Ned slapped his knees in glee. Tavia stretched out full length, shoes and all, on the rose-colored divan, Dorothy shook with merry laughter, but Martha, the maid with the ruffled-up apron, turned to the kitchenette to hide her emotion.

“New York is certainly a busy place,” said Ned, finally. “We may get a wireless from home on the clothes line. Tavia, I warn you not to hang handkerchiefs on the roof. It’s tabooed, for—country girls.”

Tavia groaned in disagreement. The fact was she had made her way to the roof before she had explored her own and Dorothy’s rooms, and even Ned did not relish the idea of her sight-seeing from that dangerous height. But New York was actually fascinating Tavia. She would likely be looking for “bulls and bears” on Wall Street next, thought Ned.
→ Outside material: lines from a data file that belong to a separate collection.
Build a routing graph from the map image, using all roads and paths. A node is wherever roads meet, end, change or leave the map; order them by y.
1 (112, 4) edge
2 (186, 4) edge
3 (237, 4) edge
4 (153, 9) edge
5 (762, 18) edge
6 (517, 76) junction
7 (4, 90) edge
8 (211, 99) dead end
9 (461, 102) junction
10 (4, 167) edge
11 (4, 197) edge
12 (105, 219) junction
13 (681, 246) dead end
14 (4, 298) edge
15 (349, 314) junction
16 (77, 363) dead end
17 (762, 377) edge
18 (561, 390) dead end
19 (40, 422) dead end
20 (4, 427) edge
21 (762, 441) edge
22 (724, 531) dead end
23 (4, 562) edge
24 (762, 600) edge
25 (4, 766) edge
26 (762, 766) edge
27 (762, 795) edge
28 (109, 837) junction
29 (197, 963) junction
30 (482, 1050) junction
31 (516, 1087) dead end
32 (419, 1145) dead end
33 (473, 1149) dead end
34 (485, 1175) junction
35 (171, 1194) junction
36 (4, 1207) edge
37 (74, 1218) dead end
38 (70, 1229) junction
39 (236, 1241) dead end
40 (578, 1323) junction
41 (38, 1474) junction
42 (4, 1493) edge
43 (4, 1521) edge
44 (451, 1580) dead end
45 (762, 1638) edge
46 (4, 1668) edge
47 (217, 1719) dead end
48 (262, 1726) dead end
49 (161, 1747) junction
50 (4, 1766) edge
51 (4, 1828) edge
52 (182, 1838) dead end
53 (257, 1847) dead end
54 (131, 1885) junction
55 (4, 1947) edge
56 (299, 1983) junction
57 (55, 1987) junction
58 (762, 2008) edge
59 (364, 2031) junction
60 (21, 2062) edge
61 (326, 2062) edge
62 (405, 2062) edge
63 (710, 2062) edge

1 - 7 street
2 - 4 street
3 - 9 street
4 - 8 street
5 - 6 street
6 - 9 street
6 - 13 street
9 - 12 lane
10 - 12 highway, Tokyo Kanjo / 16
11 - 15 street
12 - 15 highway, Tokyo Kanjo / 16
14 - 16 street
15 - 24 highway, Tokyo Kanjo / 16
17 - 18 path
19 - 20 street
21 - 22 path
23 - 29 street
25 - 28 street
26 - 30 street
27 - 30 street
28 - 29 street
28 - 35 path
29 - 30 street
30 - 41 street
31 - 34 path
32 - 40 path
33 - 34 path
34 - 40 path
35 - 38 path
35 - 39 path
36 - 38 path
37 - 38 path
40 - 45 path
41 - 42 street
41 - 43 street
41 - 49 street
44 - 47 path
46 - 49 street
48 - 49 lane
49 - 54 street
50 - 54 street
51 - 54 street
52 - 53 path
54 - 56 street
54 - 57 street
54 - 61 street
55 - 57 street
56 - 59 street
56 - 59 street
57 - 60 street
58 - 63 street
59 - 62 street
“Aunty, we are going to have the nicest lunch,” interrupted Dorothy. “We all helped Martha; it was hard to find things, and get the right dishes, you know. I guess the last folks who had this apartment must have had a Chinese cook, for everything is put away backwards.”

“Yes, the pans were on the top shelves and the cups on the bottom,” Tavia agreed. “I took to the pans—I love to climb on those queer ladders that roll along!”

“Like silvery moonlight,” Ned helped out, “only the clouds won’t develop.”